* **Records shown**:
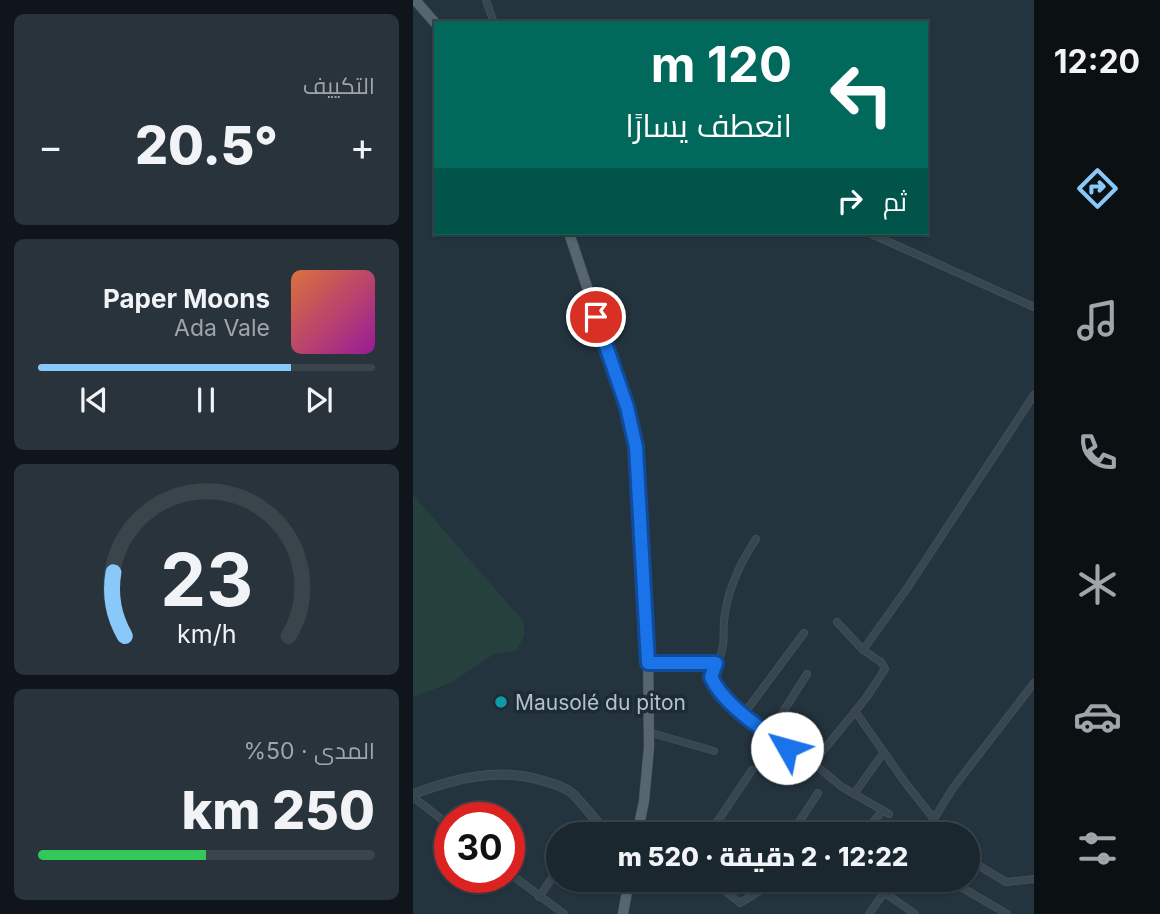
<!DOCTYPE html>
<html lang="ar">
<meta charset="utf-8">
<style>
body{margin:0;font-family:Inter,Cairo,sans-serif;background:#28333b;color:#f1f3f6;direction:rtl;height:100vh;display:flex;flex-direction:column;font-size:26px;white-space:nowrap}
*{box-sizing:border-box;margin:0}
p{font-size:23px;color:#a0a5aa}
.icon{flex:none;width:38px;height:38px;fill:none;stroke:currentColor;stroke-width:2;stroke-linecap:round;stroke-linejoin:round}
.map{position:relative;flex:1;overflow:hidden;direction:ltr}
.drawer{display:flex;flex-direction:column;gap:14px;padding:14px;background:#0f151a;width:413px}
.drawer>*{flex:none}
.banner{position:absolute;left:21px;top:21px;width:494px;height:214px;border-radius:0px;box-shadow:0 2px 5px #0004,0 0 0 2px #39444b;direction:rtl;background:#00695c;color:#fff;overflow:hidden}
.speed{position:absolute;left:21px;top:802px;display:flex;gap:14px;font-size:35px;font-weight:700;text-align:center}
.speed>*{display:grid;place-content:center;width:91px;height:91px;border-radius:50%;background:#1b272f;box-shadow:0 2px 5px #0004,0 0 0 2px #39444b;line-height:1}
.speed .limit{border:10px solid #d22;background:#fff;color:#111}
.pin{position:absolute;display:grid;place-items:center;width:60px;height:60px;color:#fff;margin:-30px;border:4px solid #fff;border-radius:50%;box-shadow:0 2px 7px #0007}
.me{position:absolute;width:77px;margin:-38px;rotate:308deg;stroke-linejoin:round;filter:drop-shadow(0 0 5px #0008)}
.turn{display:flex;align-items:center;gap:24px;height:147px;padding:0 21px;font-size:32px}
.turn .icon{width:91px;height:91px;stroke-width:2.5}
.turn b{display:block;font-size:49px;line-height:60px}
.then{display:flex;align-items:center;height:66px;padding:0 21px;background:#0003;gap:14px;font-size:26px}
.big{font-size:52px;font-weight:800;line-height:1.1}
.drawer .tile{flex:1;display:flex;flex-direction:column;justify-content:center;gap:10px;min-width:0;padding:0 24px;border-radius:10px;background:#28333b}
.drawer .dial{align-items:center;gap:0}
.dial svg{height:182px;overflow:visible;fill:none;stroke:#39444b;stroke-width:7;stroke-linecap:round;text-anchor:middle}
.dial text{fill:#f1f3f6;stroke:none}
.song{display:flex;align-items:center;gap:21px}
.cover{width:84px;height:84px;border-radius:10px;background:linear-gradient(135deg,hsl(20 70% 55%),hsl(300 70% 35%))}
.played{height:7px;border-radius:4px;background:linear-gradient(90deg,#89c9fa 75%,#39444b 75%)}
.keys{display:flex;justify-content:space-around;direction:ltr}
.heat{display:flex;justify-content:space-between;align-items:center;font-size:38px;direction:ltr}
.charge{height:10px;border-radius:5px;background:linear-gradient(90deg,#34c759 50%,#39444b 0)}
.trip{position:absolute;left:133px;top:822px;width:434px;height:70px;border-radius:35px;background:#1b272f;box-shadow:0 2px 5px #0004,0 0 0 2px #39444b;font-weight:800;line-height:70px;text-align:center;direction:rtl}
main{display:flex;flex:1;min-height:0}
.tabs{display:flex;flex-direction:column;width:126px;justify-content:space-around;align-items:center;background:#0b1013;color:#a0a5aa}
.tabs .icon{width:49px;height:49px}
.tabs .selected{color:#89c9fa}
.tabs b{font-size:32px;color:#f1f3f6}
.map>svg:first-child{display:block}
</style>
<main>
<nav class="tabs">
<b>12:20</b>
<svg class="icon selected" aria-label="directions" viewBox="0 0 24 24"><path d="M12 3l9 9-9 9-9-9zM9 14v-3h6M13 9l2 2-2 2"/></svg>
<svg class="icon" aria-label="music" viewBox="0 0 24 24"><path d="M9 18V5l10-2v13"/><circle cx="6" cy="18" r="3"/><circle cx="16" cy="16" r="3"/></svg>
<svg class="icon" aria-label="phone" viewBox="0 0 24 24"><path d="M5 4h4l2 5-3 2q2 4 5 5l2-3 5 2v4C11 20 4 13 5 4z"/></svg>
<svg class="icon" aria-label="climate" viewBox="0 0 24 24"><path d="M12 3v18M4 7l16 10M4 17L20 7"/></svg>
<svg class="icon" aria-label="car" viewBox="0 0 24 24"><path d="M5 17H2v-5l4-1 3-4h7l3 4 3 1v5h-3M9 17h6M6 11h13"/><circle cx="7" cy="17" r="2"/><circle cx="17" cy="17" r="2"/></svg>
<svg class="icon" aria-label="filters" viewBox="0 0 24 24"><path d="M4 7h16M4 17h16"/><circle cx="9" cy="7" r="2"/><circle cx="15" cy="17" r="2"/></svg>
</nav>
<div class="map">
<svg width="621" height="914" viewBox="0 0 621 914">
<rect width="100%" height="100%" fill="#24343f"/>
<polygon fill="#26403e" points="0,495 111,622 111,636 103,651 81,654 39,682 0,697"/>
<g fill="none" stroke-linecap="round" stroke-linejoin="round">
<g stroke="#414f58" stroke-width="8">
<g id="minor">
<polyline points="73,0 81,23"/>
<polyline points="456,233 621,307"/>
<path d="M 343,539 C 327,563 314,591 311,621 C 310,632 312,644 308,654 C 306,661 301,667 298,673 L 299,681 L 330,715 L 374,748 L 400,763 L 429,787 L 476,814"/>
<polyline points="450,650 495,587 621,395"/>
<polyline points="235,663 303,663"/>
<polyline points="442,711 491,781 521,819"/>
<polyline points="330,715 391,633"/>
<polyline points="235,732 301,751"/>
<polyline points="356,734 394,674"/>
<polyline points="400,763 453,698 472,669 468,662 450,650 424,622"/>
<polyline points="441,794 471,752"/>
<polyline points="0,797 37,826"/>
<polyline points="168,835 181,820"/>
<polyline points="299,835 302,825 339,770"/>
<polyline points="383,835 382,830 384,825 405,793"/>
<polyline points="450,835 470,810"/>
<polyline points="511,835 540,788 621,683"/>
<polyline points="555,859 593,882 621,879"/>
<polyline points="96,873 151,914"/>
<polyline points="293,880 311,890 327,903 358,884 369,888 380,880"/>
<polyline points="395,880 399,880"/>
<polyline points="536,880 594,914"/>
<polyline points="472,893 502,914"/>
<polyline points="126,897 145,869"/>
<polyline points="456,914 480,880"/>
</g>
</g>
<g stroke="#414f58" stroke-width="10">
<path id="tertiary" d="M 0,794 C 43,778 86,767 131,781 C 141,784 152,787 160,794 C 173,807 183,822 196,835"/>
</g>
<g stroke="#414f58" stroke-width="11">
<g id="primary">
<polyline points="2,0 23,24"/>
<polyline points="156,233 214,407 223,447 235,651 236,747 231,801 224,835"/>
<polyline points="210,914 216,880"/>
</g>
</g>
<use href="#minor" stroke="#38464f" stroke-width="6"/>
<use href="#tertiary" stroke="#38464f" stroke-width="8"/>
<use href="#primary" stroke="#56656f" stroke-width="10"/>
</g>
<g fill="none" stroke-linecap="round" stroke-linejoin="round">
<g stroke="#114b97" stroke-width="18">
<path id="route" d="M 183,317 L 214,407 L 223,447 L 235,663 L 303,663 L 298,677 C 311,706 350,729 374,748"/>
</g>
<use href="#route" stroke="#1a73e8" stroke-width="12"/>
</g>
<circle fill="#0f9aa8" stroke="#1d2b34" stroke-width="2.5" cx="88" cy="702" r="7"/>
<g text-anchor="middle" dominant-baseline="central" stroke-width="7" stroke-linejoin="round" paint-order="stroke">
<g font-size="21" fill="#b4c0ca" stroke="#1d2b34" text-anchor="start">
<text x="102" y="702">Mausolé du piton</text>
</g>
</g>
</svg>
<div class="speed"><div class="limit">30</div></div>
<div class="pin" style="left:183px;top:317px;background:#d93025"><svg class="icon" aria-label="arrive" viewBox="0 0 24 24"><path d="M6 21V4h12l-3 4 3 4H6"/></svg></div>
<svg class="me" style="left:374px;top:748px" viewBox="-20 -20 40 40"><circle r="19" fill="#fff"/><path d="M0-13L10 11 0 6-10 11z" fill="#1a73e8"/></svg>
<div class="trip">12:22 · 2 دقيقة · 520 m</div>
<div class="banner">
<div class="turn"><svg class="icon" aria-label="left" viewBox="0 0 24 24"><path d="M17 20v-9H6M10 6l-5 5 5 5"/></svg><div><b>120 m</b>انعطف يسارًا</div></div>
<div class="then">ثم<svg class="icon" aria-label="right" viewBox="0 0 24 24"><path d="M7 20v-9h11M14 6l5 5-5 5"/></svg></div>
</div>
</div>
<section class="drawer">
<div class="tile"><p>التكييف</p>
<div class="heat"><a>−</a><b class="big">20.5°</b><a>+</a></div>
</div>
<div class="tile">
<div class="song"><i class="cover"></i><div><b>Paper Moons</b><p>Ada Vale</p></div></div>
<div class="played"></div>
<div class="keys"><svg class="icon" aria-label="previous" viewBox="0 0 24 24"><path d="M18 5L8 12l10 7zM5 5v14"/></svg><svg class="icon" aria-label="pause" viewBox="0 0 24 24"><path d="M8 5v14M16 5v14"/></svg><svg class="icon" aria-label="next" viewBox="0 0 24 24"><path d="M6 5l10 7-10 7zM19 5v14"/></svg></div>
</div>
<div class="tile dial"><svg viewBox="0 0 100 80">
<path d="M14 69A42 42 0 1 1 86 69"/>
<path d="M14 69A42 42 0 0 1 9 41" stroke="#89c9fa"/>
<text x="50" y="56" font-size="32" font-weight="700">23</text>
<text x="50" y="72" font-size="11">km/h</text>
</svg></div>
<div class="tile"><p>المدى · 50%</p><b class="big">250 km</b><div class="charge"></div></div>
</section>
</main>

* **Work to be completed**: Sift the material for lines that include the word "cover", and copy each one.

* **Solution to the problem**:
.cover{width:84px;height:84px;border-radius:10px;background:linear-gradient(135deg,hsl(20 70% 55%),hsl(300 70% 35%))}
<div class="song"><i class="cover"></i><div><b>Paper Moons</b><p>Ada Vale</p></div></div>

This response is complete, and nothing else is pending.